Kinetic aspects of the aggregation of Clostridium perfringens theta-toxin on erythrocyte membranes. A fluorescence energy transfer study.

Fluorescence resonance energy transfer was used to monitor aggregation kinetics of the "thiol-activated" cytolysin (perfringolysin O (PFO) or theta-toxin) of Clostridium perfringens on erythrocyte membranes. PFO was labeled with the isothiocyanate derivatives of either fluorescein or tetramethylrhodamine. No detectable change in the hemolytic activity of PFO was detected after modification with either fluorophore at a ratio of 1:2 fluorophore molecules/cytolysin molecule. Fluorescence energy transfer (FET) between the donor (fluorescein.PFO or PFOD) and the acceptor (tetramethylrhodamine.PFO or PFOA) was detected by both quenching of donor fluorescence (520 nm) and by enhancement of acceptor fluorescence (575 nm) upon aggregation of labeled cytolysin molecules. FET was only observed when PFOD and PFOA were incubated in the presence of membranes.
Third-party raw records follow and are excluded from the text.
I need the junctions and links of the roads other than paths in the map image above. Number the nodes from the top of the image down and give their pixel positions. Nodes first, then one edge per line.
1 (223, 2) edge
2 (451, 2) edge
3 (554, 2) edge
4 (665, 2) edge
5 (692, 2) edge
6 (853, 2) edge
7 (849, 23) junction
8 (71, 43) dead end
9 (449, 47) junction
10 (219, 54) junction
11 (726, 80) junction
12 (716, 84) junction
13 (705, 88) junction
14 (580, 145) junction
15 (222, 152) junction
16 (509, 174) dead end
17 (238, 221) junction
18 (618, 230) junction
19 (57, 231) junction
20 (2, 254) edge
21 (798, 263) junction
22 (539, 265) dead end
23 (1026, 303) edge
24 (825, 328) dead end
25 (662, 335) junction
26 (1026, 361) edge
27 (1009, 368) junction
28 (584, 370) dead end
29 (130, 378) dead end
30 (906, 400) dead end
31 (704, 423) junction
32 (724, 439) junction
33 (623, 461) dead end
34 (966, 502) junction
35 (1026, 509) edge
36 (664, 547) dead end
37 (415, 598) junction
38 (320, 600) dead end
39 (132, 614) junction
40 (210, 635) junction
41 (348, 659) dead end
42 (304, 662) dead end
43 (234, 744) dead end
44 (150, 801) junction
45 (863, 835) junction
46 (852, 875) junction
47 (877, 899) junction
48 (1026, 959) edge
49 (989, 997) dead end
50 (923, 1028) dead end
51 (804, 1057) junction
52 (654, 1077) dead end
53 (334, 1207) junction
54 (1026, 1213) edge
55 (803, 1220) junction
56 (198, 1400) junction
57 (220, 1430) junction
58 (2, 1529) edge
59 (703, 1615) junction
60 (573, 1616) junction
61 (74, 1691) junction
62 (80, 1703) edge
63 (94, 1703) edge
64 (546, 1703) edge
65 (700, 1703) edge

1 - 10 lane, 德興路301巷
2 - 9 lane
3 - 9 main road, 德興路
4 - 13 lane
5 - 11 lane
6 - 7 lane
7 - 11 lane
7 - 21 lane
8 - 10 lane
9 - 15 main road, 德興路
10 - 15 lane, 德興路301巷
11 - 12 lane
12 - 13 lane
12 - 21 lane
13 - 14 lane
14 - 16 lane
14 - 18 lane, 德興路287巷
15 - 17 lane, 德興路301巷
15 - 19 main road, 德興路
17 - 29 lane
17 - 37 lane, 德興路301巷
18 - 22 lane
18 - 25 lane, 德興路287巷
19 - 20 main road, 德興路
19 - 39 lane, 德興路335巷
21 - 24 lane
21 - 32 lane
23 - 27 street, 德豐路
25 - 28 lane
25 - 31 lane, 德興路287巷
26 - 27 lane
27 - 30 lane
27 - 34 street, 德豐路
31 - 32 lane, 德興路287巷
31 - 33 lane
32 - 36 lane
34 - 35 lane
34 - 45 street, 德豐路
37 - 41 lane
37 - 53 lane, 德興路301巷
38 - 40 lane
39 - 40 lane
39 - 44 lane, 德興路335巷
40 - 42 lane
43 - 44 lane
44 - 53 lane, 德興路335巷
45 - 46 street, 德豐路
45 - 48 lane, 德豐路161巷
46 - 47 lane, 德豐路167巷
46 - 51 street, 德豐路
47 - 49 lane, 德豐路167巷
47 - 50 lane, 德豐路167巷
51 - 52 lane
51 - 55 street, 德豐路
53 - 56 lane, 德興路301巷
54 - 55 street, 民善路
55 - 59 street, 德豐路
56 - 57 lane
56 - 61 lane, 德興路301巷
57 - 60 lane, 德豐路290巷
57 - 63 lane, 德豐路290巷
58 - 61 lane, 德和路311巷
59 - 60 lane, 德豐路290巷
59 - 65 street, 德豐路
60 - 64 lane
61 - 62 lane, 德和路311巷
FET was not observed when PFOD and PFOA were incubated in a membrane-free solution or when unlabeled toxin was substituted for PFOA. FET was also found to be temperature-dependent. The temperature-dependent rates of change in FET upon mixing labeled toxin with erythrocyte membranes proceeded without a lag phase and displayed an activation energy of 18.7 kcal/mol. At all temperatures aggregation of PFO was virtually complete before the onset of hemolysis, the latter exhibiting a distinct lag phase. The lag period before onset of hemolysis was temperature-dependent and exhibited an activation energy of 23.2 kcal/mol. These results suggest that the aggregation of membrane-associated PFO is necessary to initiate the hemolytic process, and the lag phase which occurs before onset of hemolysis reflects the kinetics of PFO monomer to polymer conversion.